Oh, my word! My campsite is still decorated from Christmas! And that must be 2018! I didn't realize it had been that long. I'm not sure I even remember how to play the game!


----------



## courtky

How do you link your old data back? I logged back in on my nintendo account and it's making me do the tutorial again... had no idea I could get my data back.


----------



## Romaki

courtky said:


> How do you link your old data back? I logged back in on my nintendo account and it's making me do the tutorial again... had no idea I could get my data back.



You can restore the data in the menu.







Replaying the tutorial might overwrite the save data if you're connected to your Nintendo account in-game, but maybe it only saves once you finish the tutorial idk.


----------



## courtky

Romaki said:


> You can restore the data in the menu.
> 
> 
> 
> 
> 
> 
> Replaying the tutorial might overwrite the save data if you're connected to your Nintendo account in-game, but maybe it only saves once you finish the tutorial idk.


I had no idea this even existed and thought I was gonna have to start over.

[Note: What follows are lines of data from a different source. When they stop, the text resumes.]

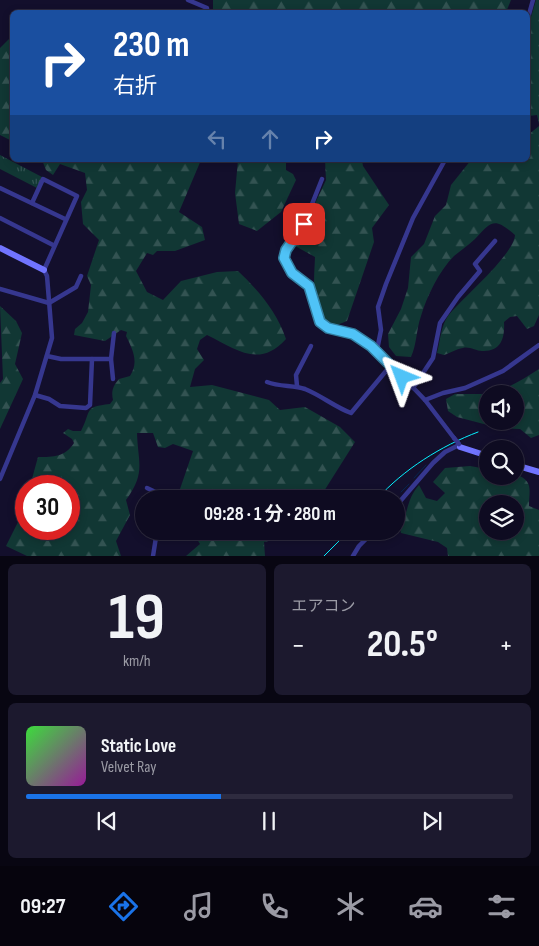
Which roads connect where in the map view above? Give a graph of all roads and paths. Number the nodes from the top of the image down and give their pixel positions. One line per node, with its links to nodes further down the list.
1 (188, 0): 2 (street)
2 (207, 10)
3 (445, 162): 19 (street)
4 (322, 179): 19 (street)
5 (0, 188): 6 (street)
6 (32, 203): 8 (street); 8 (street)
7 (0, 218): 10 (street)
8 (65, 219): 10 (street)
9 (495, 241): 27 (street)
10 (53, 245): 12 (street)
11 (0, 248): 12 (street)
12 (44, 270): 15 (street)
13 (80, 276): 15 (street)
14 (0, 289): 15 (street)
15 (49, 303): 20 (street)
16 (114, 333): 22 (street)
17 (539, 345): 29 (street)
18 (311, 346): 26 (street)
19 (376, 350): 23 (street)
20 (47, 356): 21 (street); 28 (street)
21 (92, 359): 22 (street); 28 (street)
22 (111, 359): 24 (street)
23 (391, 365): 26 (street); 27 (street)
24 (113, 379)
25 (267, 382): 26 (street)
26 (296, 386)
27 (414, 388): 29 (street)
28 (35, 395): 34 (street)
29 (425, 400): 30 (street, bridge)
30 (459, 446): 31 (street); 37 (street)
31 (479, 453)
32 (524, 468): 33 (street)
33 (539, 472)
34 (0, 479)
35 (147, 488): 36 (street)
36 (151, 490)
37 (405, 496)
38 (156, 540): 40 (street)
39 (365, 540): 41 (street)
40 (153, 556)
41 (353, 556)

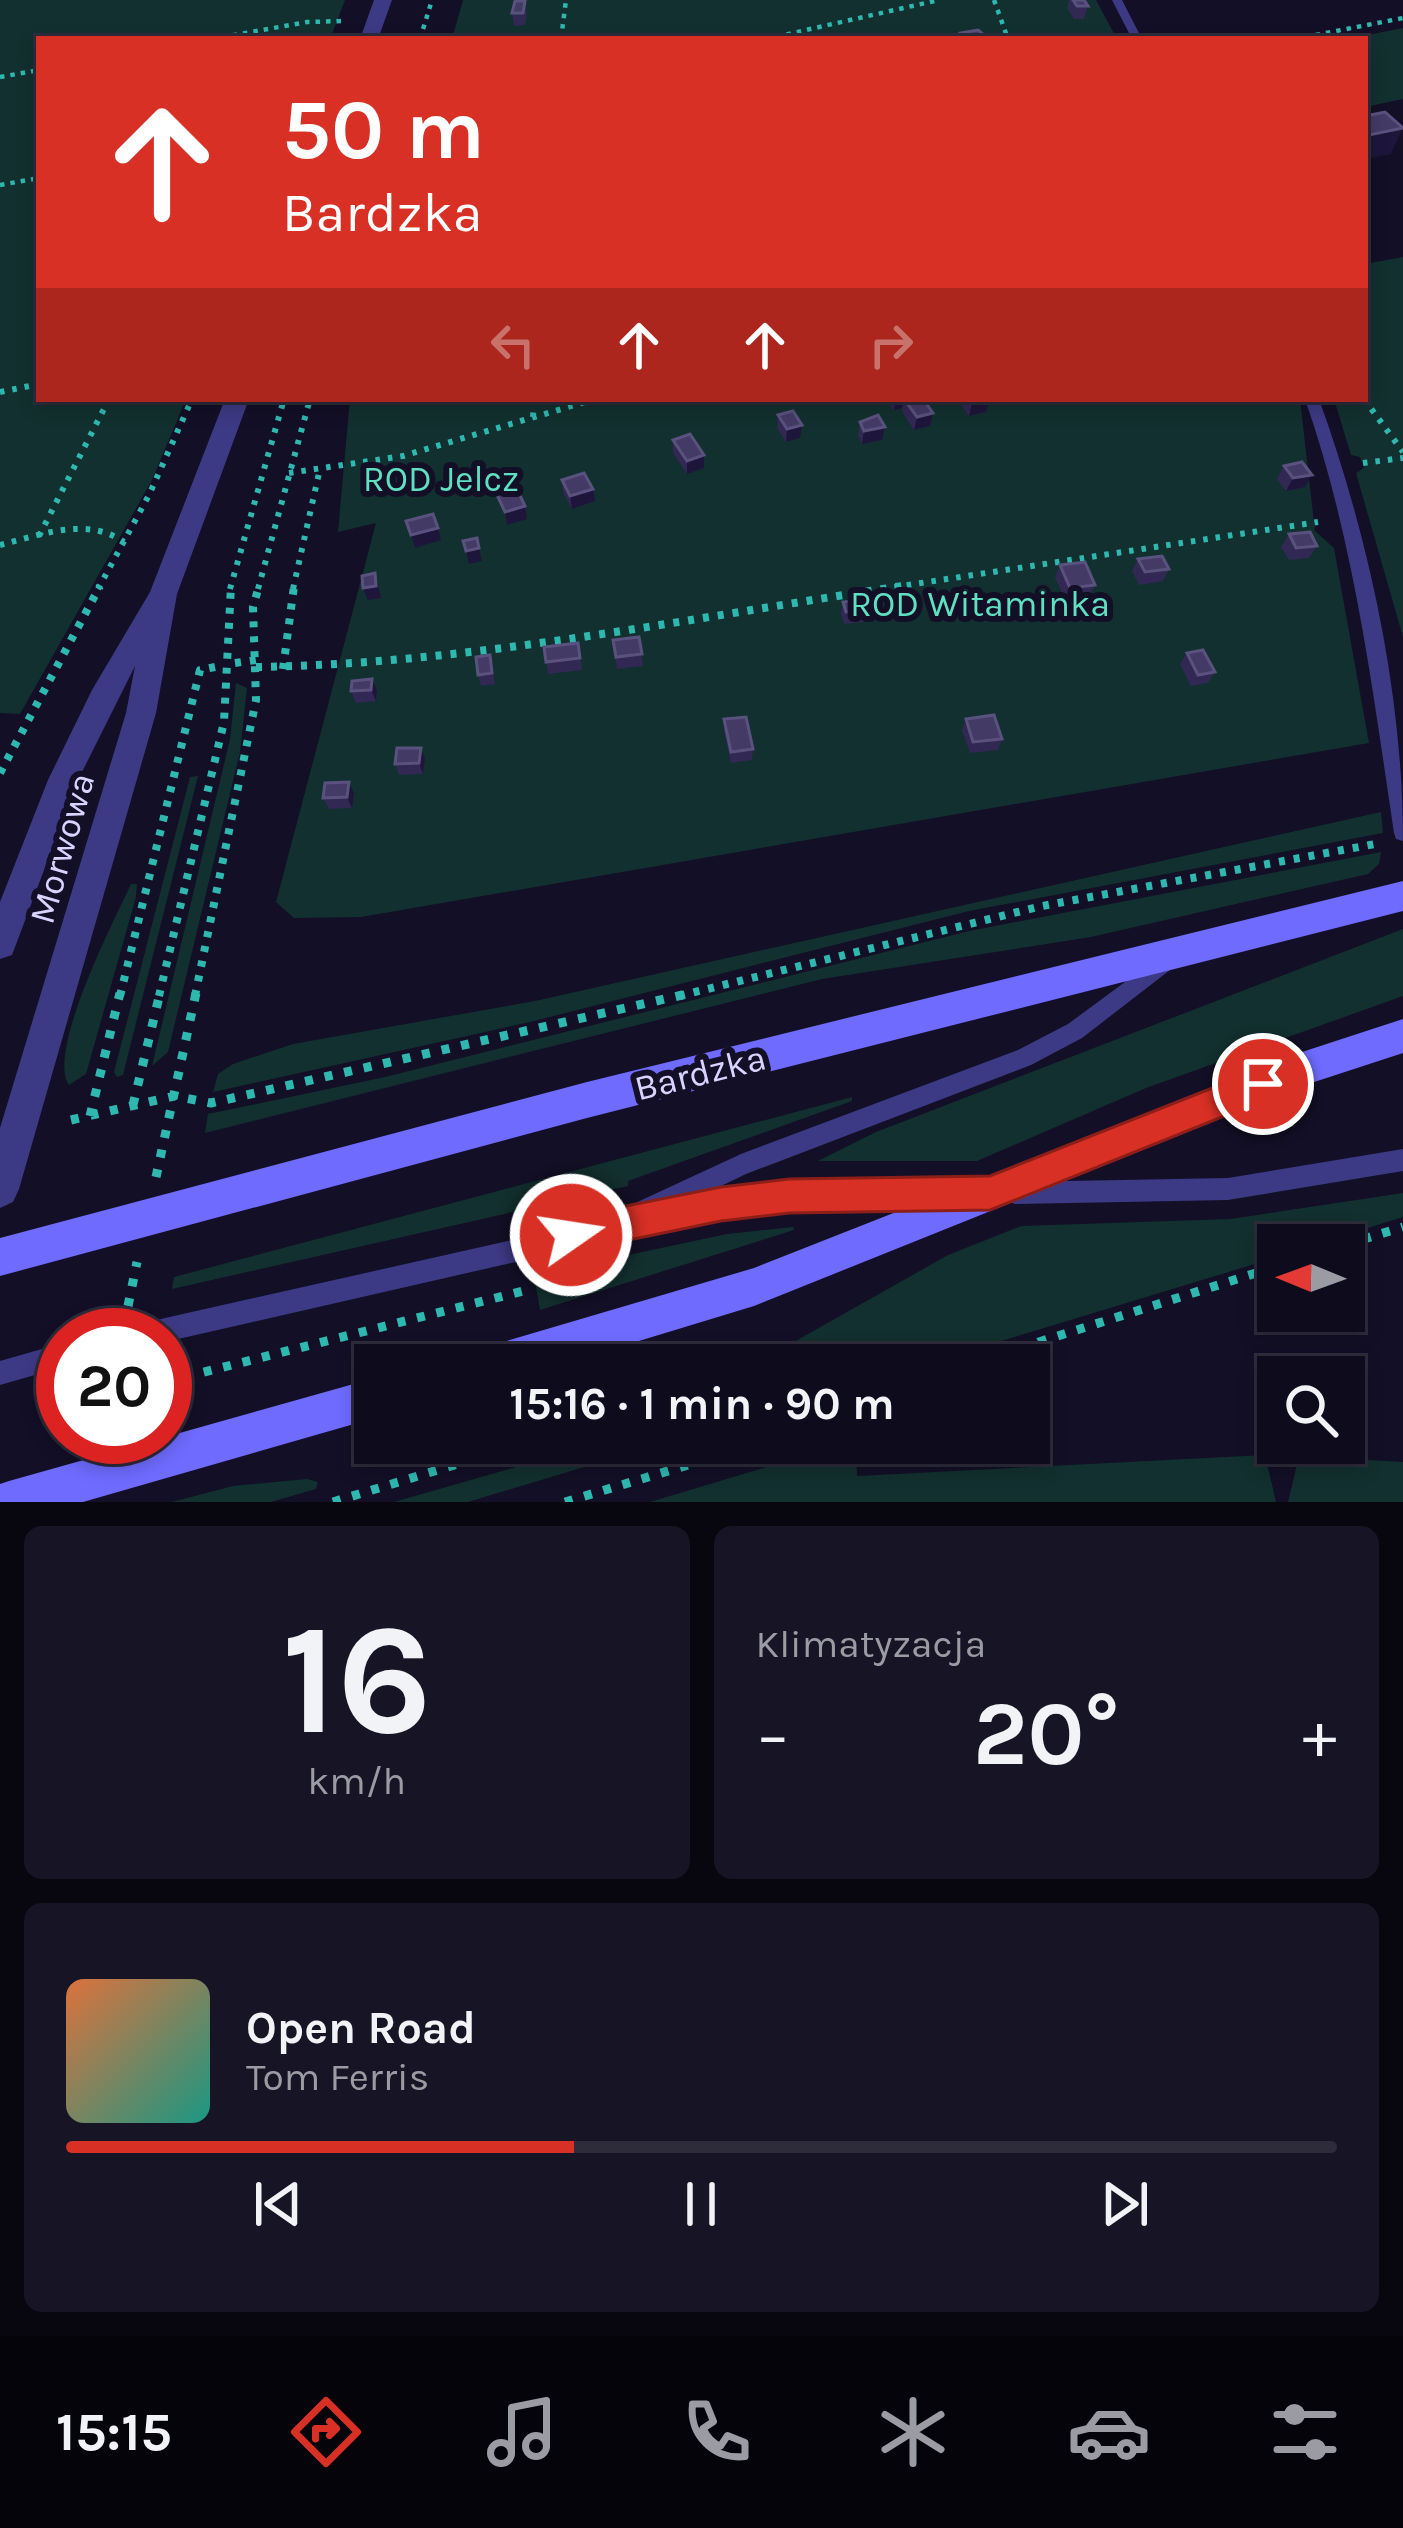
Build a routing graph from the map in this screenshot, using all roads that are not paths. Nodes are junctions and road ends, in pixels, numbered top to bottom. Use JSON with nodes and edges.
{"nodes":[{"id":1,"x":383,"y":0,"type":"edge"},
{"id":2,"x":1117,"y":0,"type":"edge"},
{"id":3,"x":370,"y":36,"type":"edge"},
{"id":4,"x":1135,"y":36,"type":"edge"},
{"id":5,"x":236,"y":402,"type":"edge"},
{"id":6,"x":1313,"y":402,"type":"edge"},
{"id":7,"x":163,"y":594,"type":"junction"},
{"id":8,"x":1394,"y":838,"type":"edge"},
{"id":9,"x":1403,"y":896,"type":"edge"},
{"id":10,"x":0,"y":944,"type":"edge"},
{"id":11,"x":1172,"y":956,"type":"junction"},
{"id":12,"x":1403,"y":1036,"type":"edge"},
{"id":13,"x":1403,"y":1160,"type":"edge"},
{"id":14,"x":0,"y":1189,"type":"edge"},
{"id":15,"x":990,"y":1193,"type":"junction"},
{"id":16,"x":614,"y":1225,"type":"junction"},
{"id":17,"x":0,"y":1257,"type":"edge"},
{"id":18,"x":192,"y":1324,"type":"edge"},
{"id":19,"x":564,"y":1344,"type":"edge"},
{"id":20,"x":36,"y":1363,"type":"edge"},
{"id":21,"x":0,"y":1373,"type":"edge"},
{"id":22,"x":354,"y":1404,"type":"edge"},
{"id":23,"x":9,"y":1502,"type":"edge"}],
"edges":[{"from":1,"to":3,"type":"street"},
{"from":2,"to":4,"type":"lane"},
{"from":5,"to":7,"type":"street","name":"Morwowa"},
{"from":6,"to":8,"type":"lane"},
{"from":7,"to":10,"type":"street","name":"Morwowa"},
{"from":7,"to":14,"type":"street","name":"Morwowa"},
{"from":9,"to":11,"type":"main road","name":"Bardzka"},
{"from":11,"to":16,"type":"lane"},
{"from":11,"to":17,"type":"main road","name":"Bardzka"},
{"from":12,"to":15,"type":"main road"},
{"from":13,"to":15,"type":"lane"},
{"from":15,"to":16,"type":"lane"},
{"from":15,"to":19,"type":"main road"},
{"from":16,"to":18,"type":"lane"},
{"from":20,"to":21,"type":"lane"},
{"from":22,"to":23,"type":"main road"}]}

Thanks so much!


----------



## Manah

I had to reinstall the game a few times on my old phone and it always prompted me to download my old save data after linking it to the same account as before.


----------



## Tokkidokie

Romaki said:


> You can restore the data in the menu.
> 
> 
> 
> 
> 
> 
> Replaying the tutorial might overwrite the save data if you're connected to your Nintendo account in-game, but maybe it only saves once you finish the tutorial idk.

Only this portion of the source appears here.